Cenedi as Banichi's father? Hmm,
I rather hope not, actually. I have this horrible vision of everyone turning
out related. You know, Bren: "Cenedi is your *father*, nadi?!", and Banichi,
"Yes, and in fact I'm married to Algini's sister, and Tano is in fact Algini's
son, and I'm third cousin to Tabini and oh, did you know Lord Geigi is
my wife's uncle?" :P (Although of course he wouldn't say this!)
Couldn't stop thinking about this
thread. I figure, even if Cenedi is Banichi's father, there's still a potential
for realignment of man'chi there, considering Ilisidi is Tabini's most
staunch ally and worst enemy at times. Heh.
I really hope Bren and Jago cannot
have children together. It would ruin verisimilitude, imho. One of my peeves
in sci-fi movies is that it seems pathetically easy for cross species fertilization.
I mean, it's hard enough to believe that of two separate species from one
planet let alone from two completely alien ones.
CF, LOL, I wouldn't want everyone
to be related either.

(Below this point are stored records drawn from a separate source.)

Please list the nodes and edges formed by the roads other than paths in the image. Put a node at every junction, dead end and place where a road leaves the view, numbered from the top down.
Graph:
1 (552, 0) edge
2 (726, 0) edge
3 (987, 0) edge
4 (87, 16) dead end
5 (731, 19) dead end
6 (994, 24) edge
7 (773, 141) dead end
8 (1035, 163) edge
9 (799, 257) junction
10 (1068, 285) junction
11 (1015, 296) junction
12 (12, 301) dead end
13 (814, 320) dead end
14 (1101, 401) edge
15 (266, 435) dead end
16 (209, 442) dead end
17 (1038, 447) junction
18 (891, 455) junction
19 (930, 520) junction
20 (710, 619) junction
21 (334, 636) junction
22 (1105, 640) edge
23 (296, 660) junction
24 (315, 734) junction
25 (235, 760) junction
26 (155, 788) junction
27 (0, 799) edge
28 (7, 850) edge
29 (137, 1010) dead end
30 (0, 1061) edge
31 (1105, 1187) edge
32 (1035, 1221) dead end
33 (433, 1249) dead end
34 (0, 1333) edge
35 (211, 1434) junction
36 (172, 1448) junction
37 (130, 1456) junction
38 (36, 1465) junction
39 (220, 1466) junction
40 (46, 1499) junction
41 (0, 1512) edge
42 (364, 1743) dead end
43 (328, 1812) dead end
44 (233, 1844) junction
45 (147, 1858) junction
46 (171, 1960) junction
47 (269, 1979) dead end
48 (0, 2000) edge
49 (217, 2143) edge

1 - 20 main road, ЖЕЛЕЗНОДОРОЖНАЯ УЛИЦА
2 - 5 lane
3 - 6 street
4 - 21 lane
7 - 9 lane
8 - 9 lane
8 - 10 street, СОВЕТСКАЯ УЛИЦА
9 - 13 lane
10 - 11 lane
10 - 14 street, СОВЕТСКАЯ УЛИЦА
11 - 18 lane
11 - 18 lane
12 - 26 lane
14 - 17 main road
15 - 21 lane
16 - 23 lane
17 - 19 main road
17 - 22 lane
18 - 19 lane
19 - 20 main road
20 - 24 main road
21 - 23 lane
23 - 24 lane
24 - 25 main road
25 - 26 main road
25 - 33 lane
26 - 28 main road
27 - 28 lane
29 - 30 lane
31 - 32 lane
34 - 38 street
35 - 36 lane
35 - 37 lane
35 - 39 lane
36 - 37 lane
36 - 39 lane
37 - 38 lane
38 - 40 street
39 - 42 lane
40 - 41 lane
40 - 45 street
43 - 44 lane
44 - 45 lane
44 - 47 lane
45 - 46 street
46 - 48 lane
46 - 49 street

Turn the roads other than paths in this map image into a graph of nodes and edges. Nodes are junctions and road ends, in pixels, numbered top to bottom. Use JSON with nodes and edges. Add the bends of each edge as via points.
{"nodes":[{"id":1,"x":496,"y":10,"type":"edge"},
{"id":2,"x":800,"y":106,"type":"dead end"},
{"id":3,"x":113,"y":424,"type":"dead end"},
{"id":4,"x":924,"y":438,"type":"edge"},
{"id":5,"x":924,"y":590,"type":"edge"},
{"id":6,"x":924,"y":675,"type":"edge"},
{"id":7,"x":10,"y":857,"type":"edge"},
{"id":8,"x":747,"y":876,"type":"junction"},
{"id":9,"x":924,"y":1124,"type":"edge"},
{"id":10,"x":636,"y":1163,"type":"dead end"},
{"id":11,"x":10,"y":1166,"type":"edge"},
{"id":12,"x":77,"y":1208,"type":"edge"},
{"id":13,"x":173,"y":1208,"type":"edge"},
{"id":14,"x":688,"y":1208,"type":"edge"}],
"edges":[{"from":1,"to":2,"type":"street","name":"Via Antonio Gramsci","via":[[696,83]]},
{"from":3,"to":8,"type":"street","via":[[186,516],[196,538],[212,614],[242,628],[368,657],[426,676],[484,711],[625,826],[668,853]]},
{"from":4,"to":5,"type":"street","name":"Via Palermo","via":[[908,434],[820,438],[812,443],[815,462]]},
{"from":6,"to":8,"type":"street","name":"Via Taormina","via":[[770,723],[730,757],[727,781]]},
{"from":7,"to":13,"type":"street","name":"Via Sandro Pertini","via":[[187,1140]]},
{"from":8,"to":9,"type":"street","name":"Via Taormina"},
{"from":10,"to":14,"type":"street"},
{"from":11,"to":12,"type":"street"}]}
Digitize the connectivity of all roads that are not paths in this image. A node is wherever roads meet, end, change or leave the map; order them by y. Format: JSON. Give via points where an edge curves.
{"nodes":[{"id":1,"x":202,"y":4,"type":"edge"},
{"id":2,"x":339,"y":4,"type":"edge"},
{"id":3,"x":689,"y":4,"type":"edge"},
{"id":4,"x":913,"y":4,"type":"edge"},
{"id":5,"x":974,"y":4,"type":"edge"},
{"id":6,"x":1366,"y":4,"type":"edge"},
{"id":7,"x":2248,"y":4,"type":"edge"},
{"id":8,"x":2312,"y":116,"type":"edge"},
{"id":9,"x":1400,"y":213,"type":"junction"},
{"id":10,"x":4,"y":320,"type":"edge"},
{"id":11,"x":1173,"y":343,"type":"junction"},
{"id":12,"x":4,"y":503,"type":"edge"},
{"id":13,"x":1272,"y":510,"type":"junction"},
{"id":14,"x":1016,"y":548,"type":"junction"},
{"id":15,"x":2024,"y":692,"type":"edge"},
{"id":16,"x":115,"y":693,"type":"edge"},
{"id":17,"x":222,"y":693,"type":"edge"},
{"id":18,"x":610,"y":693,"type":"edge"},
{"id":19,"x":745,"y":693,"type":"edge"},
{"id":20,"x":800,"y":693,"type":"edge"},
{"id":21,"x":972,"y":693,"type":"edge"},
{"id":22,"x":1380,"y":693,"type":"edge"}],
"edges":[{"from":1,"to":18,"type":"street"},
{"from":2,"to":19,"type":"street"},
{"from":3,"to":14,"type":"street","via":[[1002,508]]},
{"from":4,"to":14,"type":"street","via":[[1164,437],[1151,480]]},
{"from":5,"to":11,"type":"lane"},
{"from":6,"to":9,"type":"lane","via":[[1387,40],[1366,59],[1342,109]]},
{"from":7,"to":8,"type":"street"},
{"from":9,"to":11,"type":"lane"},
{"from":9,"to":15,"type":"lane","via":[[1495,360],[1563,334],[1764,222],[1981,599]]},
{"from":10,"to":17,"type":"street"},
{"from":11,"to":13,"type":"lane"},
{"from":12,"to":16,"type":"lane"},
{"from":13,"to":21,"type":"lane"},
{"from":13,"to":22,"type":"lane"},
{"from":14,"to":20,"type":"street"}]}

Cenedi and Banichi, that would be okay. But let's
stop it at there.
This thread gave me a good laugh
at various parts. :D
I think we got this idea that Banichi
is Cenedis son in Foreigner where Bren mistakes Cenedi as Banichi at first,
so he said it was only because of the uniform.
Near the end of Invader, in the bunker,
a woman calls Banichi ´nichi-ji which Bren found curious.
It's a family affair....
as Banichi's father? Hmm, I rather hope not, actually. I have this horrible
vision of everyone turning out related. You know, Bren: "Cenedi is your
*father*, nadi?!", and Banichi, "Yes, and in fact I'm married to Algini's
sister, and Tano is in fact Algini's son, and I'm third cousin to Tabini
and oh, did you know Lord Geigi is my wife's uncle?"
Actually, I think I'd like something
like this. :) But that's just personal taste.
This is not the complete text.